Wolfsburgs Oberbürgermeister: Jede Stimme zählt

Oberbürgermeister Dennis Weilmann betont laut der Pressemitteilung: „In Zeiten, in denen unsere Demokratie von extremistischen Kräften bedroht wird und ein Angriffskrieg auf europäischem Boden stattfindet, ist es von entscheidender Bedeutung, für ein geeintes, starkes und demokratisches Europa einzustehen, um den Frieden uns unsere Freiheit zu schützen.“ Die Europawahl 2024 sei eine richtungsweisende Entscheidung für die Zukunft Europas und der Europäischen Union.

Jede Stimme zähle, um die europäische Gemeinschaft zu stärken und die gemeinsamen Werte zu verteidigen. „Es ist unsere Verantwortung, das Vermächtnis unserer Vorfahren zu bewahren und den Zusammenhalt in Europa zu fördern“, so Weilmann weiter. „Lassen Sie uns gemeinsam für ein starkes, geeintes und friedliches Europa einstehen!“

Wolfsburger Rat: EU bleibt das zentrale europäische Friedensprojekt

Die niedersächsischen Städte, Gemeinden und Samtgemeinden sowie ihre Bürgerinnen und Bürger profitierten erheblich von der europäischen Integration, heißt es. Deutschland sei als Exportnation ein großer Gewinner des europäischen Binnenmarktes, was auch die finanzielle Handlungsfähigkeit der Kommunen stärke. Zudem treibe die EU Entwicklungen in den Bereichen Umwelt- und Klimaschutz, Gleichstellung und soziale Standards voran. Sie bleibe das zentrale europäische Friedensprojekt.

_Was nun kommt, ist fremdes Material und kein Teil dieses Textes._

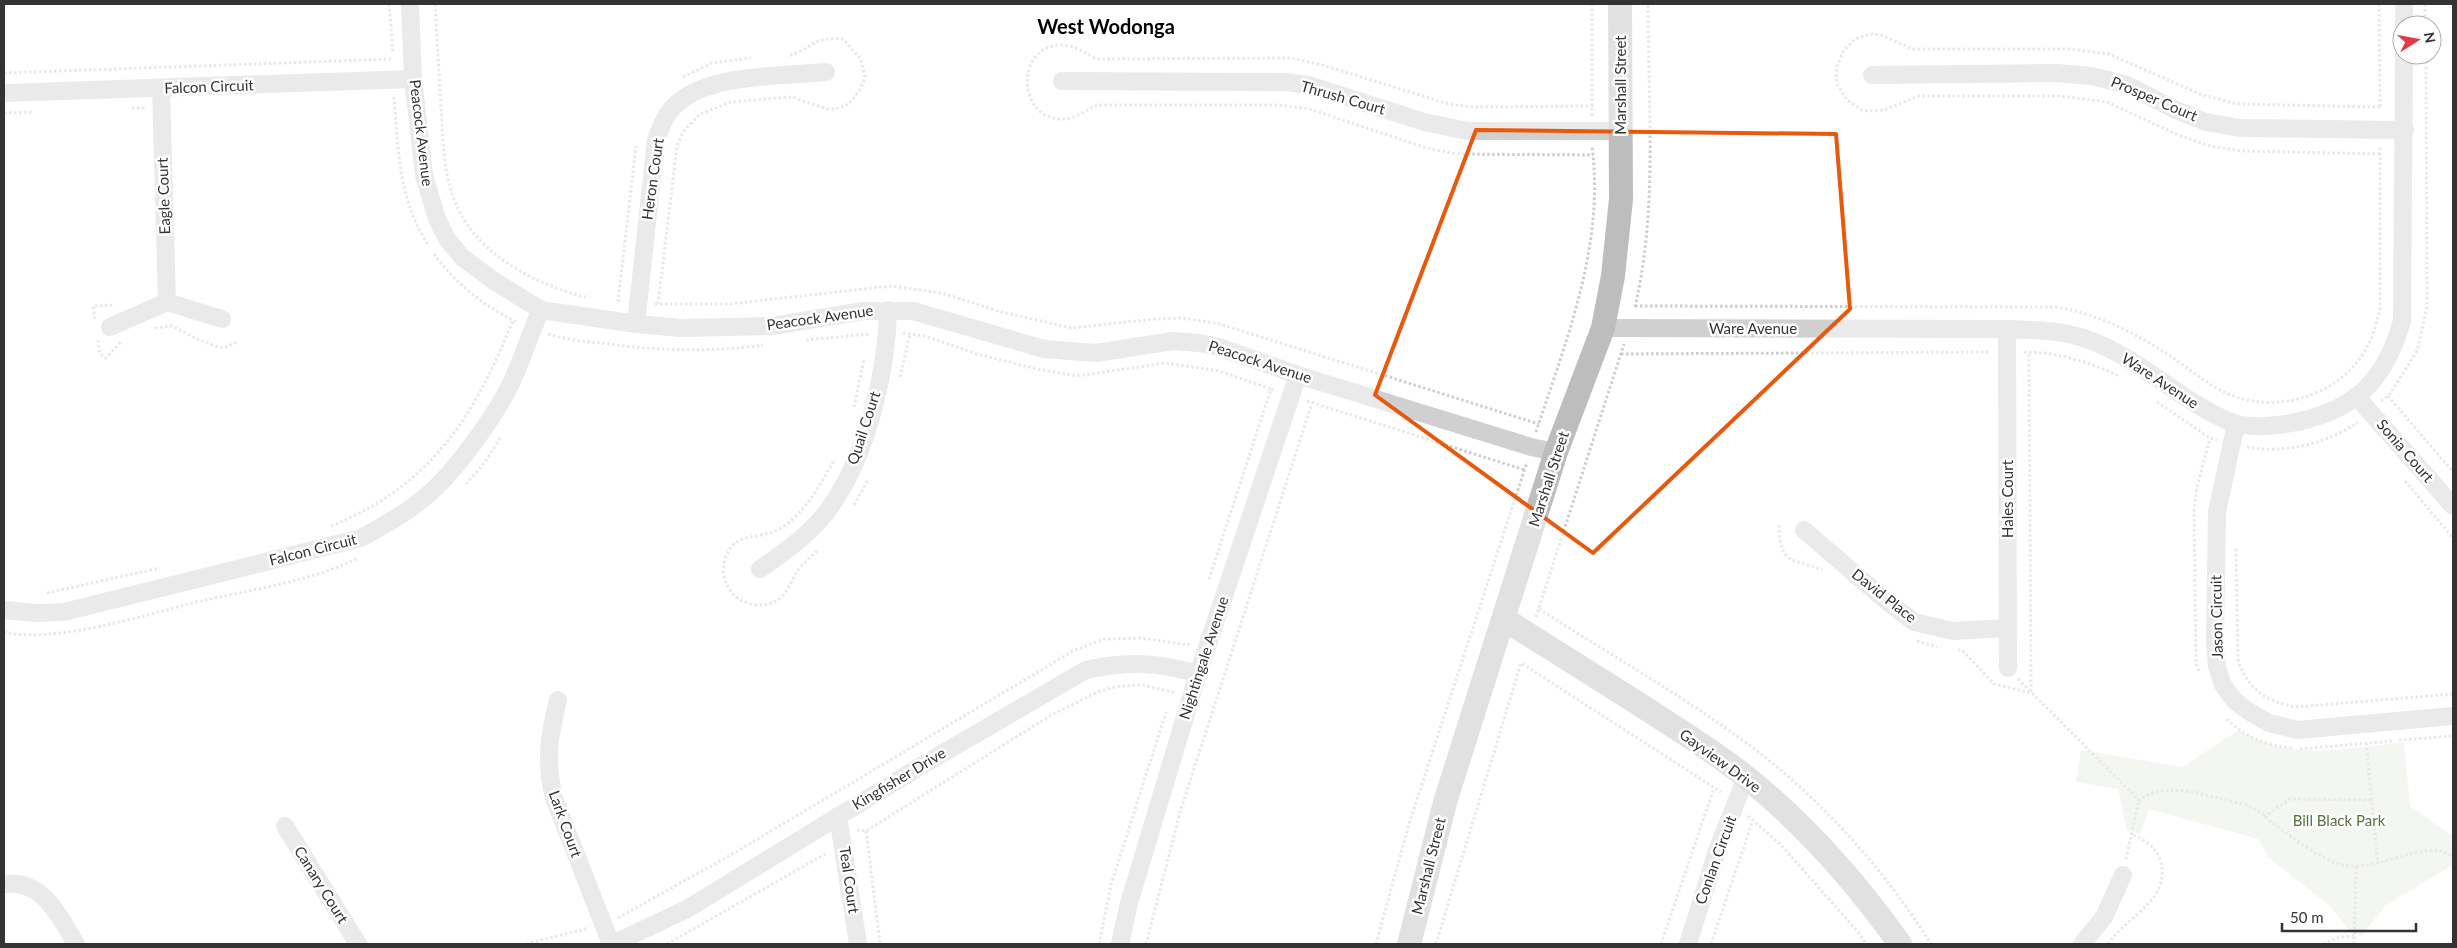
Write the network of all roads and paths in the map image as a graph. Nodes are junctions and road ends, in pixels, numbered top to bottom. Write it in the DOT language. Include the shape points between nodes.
graph roads {
  1 [pos="389,4"];
  2 [pos="410,4"];
  3 [pos="435,4"];
  4 [pos="1592,4"];
  5 [pos="1620,4"];
  6 [pos="2379,4"];
  7 [pos="786,56"];
  8 [pos="758,58"];
  9 [pos="393,59"];
  10 [pos="2404,65"];
  11 [pos="2426,65"];
  12 [pos="826,72"];
  13 [pos="4,73"];
  14 [pos="1872,75"];
  15 [pos="414,78"];
  16 [pos="392,80"];
  17 [pos="1062,81"];
  18 [pos="674,82"];
  19 [pos="161,89"];
  20 [pos="4,93"];
  21 [pos="123,108"];
  22 [pos="34,112"];
  23 [pos="4,113"];
  24 [pos="147,118"];
  25 [pos="1590,130"];
  26 [pos="2379,130"];
  27 [pos="2405,130"];
  28 [pos="1621,131"];
  29 [pos="637,143"];
  30 [pos="592,298"];
  31 [pos="609,301"];
  32 [pos="167,302"];
  33 [pos="618,302"];
  34 [pos="638,303"];
  35 [pos="658,304"];
  36 [pos="119,305"];
  37 [pos="1635,306"];
  38 [pos="541,310"];
  39 [pos="888,310"];
  40 [pos="222,319"];
  41 [pos="513,320"];
  42 [pos="636,324"];
  43 [pos="1603,328"];
  44 [pos="101,329"];
  45 [pos="152,329"];
  46 [pos="532,329"];
  47 [pos="2008,329"];
  48 [pos="888,334"];
  49 [pos="126,338"];
  50 [pos="805,340"];
  51 [pos="237,342"];
  52 [pos="766,345"];
  53 [pos="2008,352"];
  54 [pos="2029,352"];
  55 [pos="1621,354"];
  56 [pos="1298,375"];
  57 [pos="2124,379"];
  58 [pos="1271,389"];
  59 [pos="1291,396"];
  60 [pos="2356,396"];
  61 [pos="2388,396"];
  62 [pos="2155,400"];
  63 [pos="1312,403"];
  64 [pos="2369,411"];
  65 [pos="1539,424"];
  66 [pos="2236,424"];
  67 [pos="2210,438"];
  68 [pos="2230,443"];
  69 [pos="1532,447"];
  70 [pos="2250,448"];
  71 [pos="1556,452"];
  72 [pos="2248,455"];
  73 [pos="1525,470"];
  74 [pos="2453,472"];
  75 [pos="2453,506"];
  76 [pos="1779,525"];
  77 [pos="328,527"];
  78 [pos="1804,530"];
  79 [pos="2236,547"];
  80 [pos="163,567"];
  81 [pos="760,569"];
  82 [pos="1830,574"];
  83 [pos="1206,588"];
  84 [pos="43,594"];
  85 [pos="4,610"];
  86 [pos="1504,619"];
  87 [pos="2008,628"];
  88 [pos="1192,635"];
  89 [pos="1913,638"];
  90 [pos="1188,645"];
  91 [pos="1945,649"];
  92 [pos="1954,650"];
  93 [pos="2008,668"];
  94 [pos="1190,672"];
  95 [pos="2201,677"];
  96 [pos="2031,693"];
  97 [pos="2453,694"];
  98 [pos="558,700"];
  99 [pos="1166,711"];
  100 [pos="2453,716"];
  101 [pos="2225,717"];
  102 [pos="2364,724"];
  103 [pos="2453,736"];
  104 [pos="2366,743"];
  105 [pos="1746,777"];
  106 [pos="1714,788"];
  107 [pos="2138,800"];
  108 [pos="2372,800"];
  109 [pos="1736,805"];
  110 [pos="838,816"];
  111 [pos="2264,817"];
  112 [pos="1753,820"];
  113 [pos="285,826"];
  114 [pos="866,830"];
  115 [pos="2131,834"];
  116 [pos="843,842"];
  117 [pos="2453,857"];
  118 [pos="2378,864"];
  119 [pos="2356,865"];
  120 [pos="2123,875"];
  121 [pos="4,884"];
  122 [pos="603,925"];
  123 [pos="2354,936"];
  124 [pos="76,944"];
  125 [pos="358,944"];
  126 [pos="526,944"];
  127 [pos="612,944"];
  128 [pos="667,944"];
  129 [pos="858,944"];
  130 [pos="880,944"];
  131 [pos="1099,944"];
  132 [pos="1120,944"];
  133 [pos="1146,944"];
  134 [pos="1376,944"];
  135 [pos="1409,944"];
  136 [pos="1436,944"];
  137 [pos="1661,944"];
  138 [pos="1688,944"];
  139 [pos="1710,944"];
  140 [pos="1866,944"];
  141 [pos="1900,944"];
  142 [pos="2082,944"];
  143 [pos="2108,944"];
  144 [pos="2323,944"];
  145 [pos="2354,944"];
  1 -- 9 [label="path"];
  2 -- 15 [label="street, Peacock Avenue"];
  3 -- 30 [label="path" via="447,175 456,205 476,234 506,262 554,286"];
  4 -- 25 [label="path" via="1593,106"];
  5 -- 28 [label="street, Marshall Street"];
  6 -- 26 [label="path"];
  7 -- 35 [label="path" via="818,40 843,39 861,59 865,77 862,88 849,104 836,109 792,97 730,102 714,107 692,121 677,146"];
  8 -- 18 [label="path" via="712,63"];
  9 -- 13 [label="path"];
  9 -- 16 [label="path"];
  10 -- 27 [label="street, Ware Avenue"];
  11 -- 61 [label="path" via="2427,307 2416,351"];
  12 -- 34 [label="street, Heron Court" via="728,82 703,89 680,101 664,119 656,140"];
  14 -- 26 [label="street, Prosper Court" via="2057,73 2092,76 2127,85 2206,122 2240,128"];
  15 -- 16 [label="street, Falcon Circuit"];
  15 -- 38 [label="street, Peacock Avenue" via="424,175 447,239 463,258"];
  16 -- 19 [label="street, Falcon Circuit"];
  16 -- 41 [label="path" via="404,192 418,230 442,264 474,296"];
  17 -- 25 [label="street, Thrush Court" via="1285,82 1327,91 1445,128 1468,131"];
  19 -- 20 [label="street, Falcon Circuit"];
  19 -- 32 [label="street, Eagle Court"];
  21 -- 24 [label="path" via="146,108"];
  22 -- 23 [label="path"];
  25 -- 28 [label="street, Thrush Court"];
  25 -- 65 [label="path" via="1594,190 1592,226 1580,296"];
  26 -- 27 [label="street, Prosper Court"];
  26 -- 37 [label="path" via="2380,300 2374,330 2366,349 2347,373 2328,387 2289,402 2265,402 2234,396 2114,324 2087,312 2056,306"];
  27 -- 60 [label="street, Ware Avenue" via="2402,321 2386,363"];
  28 -- 43 [label="street, Marshall Street" via="1618,226"];
  29 -- 33 [label="path"];
  31 -- 33 [label="path"];
  32 -- 40 [label="street"];
  32 -- 44 [label="street"];
  33 -- 34 [label="path"];
  34 -- 35 [label="path"];
  34 -- 42 [label="street, Heron Court"];
  35 -- 65 [label="path" via="729,304 891,286 942,293 998,311 1071,328 1155,319 1200,320"];
  36 -- 44 [label="path" via="93,306"];
  38 -- 42 [label="street, Peacock Avenue"];
  38 -- 46 [label="street, Falcon Circuit"];
  39 -- 42 [label="street, Peacock Avenue" via="772,326 681,328"];
  39 -- 48 [label="street, Quail Court"];
  39 -- 56 [label="street, Peacock Avenue" via="920,312 1044,348 1096,353 1173,341 1199,343"];
  41 -- 46 [label="path"];
  41 -- 77 [label="path" via="482,392 438,454 386,498"];
  43 -- 47 [label="street, Ware Avenue"];
  43 -- 71 [label="street, Marshall Street"];
  44 -- 49 [label="path" via="100,354 106,358"];
  45 -- 51 [label="path" via="172,326 191,337 224,348"];
  46 -- 52 [label="path" via="563,339 644,348 693,351"];
  46 -- 85 [label="street, Falcon Circuit" via="512,382 456,465 426,496 394,520 361,538 64,612"];
  47 -- 53 [label="street, Hales Court"];
  47 -- 66 [label="street, Ware Avenue" via="2063,332 2090,340 2114,351 2205,410"];
  48 -- 50 [label="path"];
  48 -- 58 [label="path" via="905,332 925,336 977,354 1077,376 1166,363 1219,371"];
  48 -- 81 [label="street, Quail Court" via="876,394 858,455 835,500 787,551"];
  53 -- 54 [label="path"];
  53 -- 55 [label="path"];
  53 -- 87 [label="street, Hales Court"];
  54 -- 57 [label="path" via="2080,360"];
  54 -- 96 [label="path"];
  56 -- 59 [label="street, Nightingale Avenue"];
  56 -- 69 [label="street, Peacock Avenue"];
  58 -- 59 [label="path"];
  58 -- 83 [label="path"];
  59 -- 63 [label="path"];
  59 -- 94 [label="street, Nightingale Avenue"];
  60 -- 64 [label="street, Sonia Court"];
  60 -- 66 [label="street, Ware Avenue" via="2334,411 2314,419 2274,426"];
  61 -- 64 [label="path"];
  61 -- 74 [label="path"];
  62 -- 67 [label="path"];
  63 -- 73 [label="path"];
  63 -- 133 [label="path" via="1182,809"];
  64 -- 70 [label="path" via="2348,428 2315,443 2275,449"];
  64 -- 75 [label="street, Sonia Court"];
  65 -- 69 [label="path"];
  66 -- 68 [label="street, Jason Circuit"];
  67 -- 68 [label="path"];
  67 -- 95 [label="path" via="2194,511 2196,664"];
  68 -- 70 [label="path"];
  68 -- 102 [label="street, Jason Circuit" via="2217,512 2215,641 2217,667 2223,685 2248,711 2283,727 2297,730"];
  69 -- 71 [label="street, Peacock Avenue"];
  69 -- 73 [label="path"];
  70 -- 72 [label="path"];
  71 -- 86 [label="street, Marshall Street"];
  73 -- 134 [label="path" via="1409,824"];
  76 -- 82 [label="path" via="1782,550 1790,560"];
  78 -- 87 [label="street, David Place" via="1914,622 1953,631"];
  79 -- 97 [label="path" via="2238,660 2242,672 2258,693 2279,704 2296,707"];
  80 -- 84 [label="path"];
  86 -- 105 [label="street, Gayview Drive" via="1699,742"];
  86 -- 135 [label="street, Marshall Street" via="1446,798"];
  87 -- 93 [label="street, Hales Court"];
  88 -- 90 [label="path"];
  89 -- 91 [label="path" via="1921,644"];
  90 -- 94 [label="path"];
  90 -- 122 [label="path" via="1141,638 1104,639 1073,651 736,852"];
  92 -- 96 [label="path" via="1962,650 1994,684"];
  93 -- 96 [label="path"];
  94 -- 110 [label="street, Kingfisher Drive" via="1144,662 1086,670"];
  94 -- 114 [label="path" via="1172,692 1142,685 1100,691 1053,714"];
  94 -- 132 [label="street, Nightingale Avenue"];
  96 -- 107 [label="path"];
  98 -- 122 [label="street, Lark Court" via="548,737 548,774 554,798"];
  99 -- 131 [label="path" via="1111,884"];
  100 -- 102 [label="street, Jason Circuit"];
  101 -- 104 [label="path" via="2246,734 2284,748"];
  102 -- 104 [label="path"];
  103 -- 104 [label="path"];
  104 -- 108 [label="path"];
  105 -- 109 [label="street, Conlan Circuit"];
  105 -- 141 [label="street, Gayview Drive" via="1841,867"];
  106 -- 109 [label="path"];
  106 -- 136 [label="path" via="1521,663"];
  106 -- 137 [label="path"];
  107 -- 111 [label="path" via="2149,793 2185,791 2252,807"];
  107 -- 115 [label="path"];
  108 -- 111 [label="path" via="2290,799"];
  108 -- 118 [label="path"];
  109 -- 112 [label="path"];
  109 -- 138 [label="street, Conlan Circuit" via="1717,851"];
  110 -- 116 [label="street, Teal Court"];
  110 -- 127 [label="street, Kingfisher Drive" via="687,909"];
  111 -- 119 [label="path" via="2335,863"];
  112 -- 139 [label="path"];
  112 -- 140 [label="path" via="1819,886"];
  113 -- 125 [label="street, Canary Court"];
  114 -- 116 [label="path" via="854,830"];
  114 -- 130 [label="path"];
  115 -- 120 [label="path"];
  115 -- 143 [label="path" via="2152,846 2159,855 2164,877 2156,897"];
  116 -- 128 [label="path"];
  116 -- 129 [label="street, Teal Court"];
  117 -- 118 [label="path" via="2446,851 2430,848"];
  118 -- 119 [label="path"];
  119 -- 123 [label="path"];
  120 -- 142 [label="street" via="2104,917"];
  121 -- 124 [label="street" via="22,885 44,895"];
  122 -- 126 [label="path"];
  122 -- 127 [label="street, Lark Court"];
  123 -- 144 [label="path" via="2340,937"];
  123 -- 145 [label="path"];
}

Das erwartet der Wolfsburger Rat von der EU

In der Resolution formuliert der Rat der Stadt gleichzeitig auch Erwartungen an die Europäische Union:

• Eine stärkere Einbindung in geopolitisch unruhigen Zeiten und Fokussierung auf Sicherheitspolitik.
• Solidarität und Unterstützung bei Migrationsfragen.
• Vereinfachung von Regelungen und Verfahren, insbesondere in der EU-Förderpolitik.
• Die Unterstützung der Städte und Gemeinden bei der ökologischen Transformation.
• Handhabbare europäische Regelungen für die digitale Transformation.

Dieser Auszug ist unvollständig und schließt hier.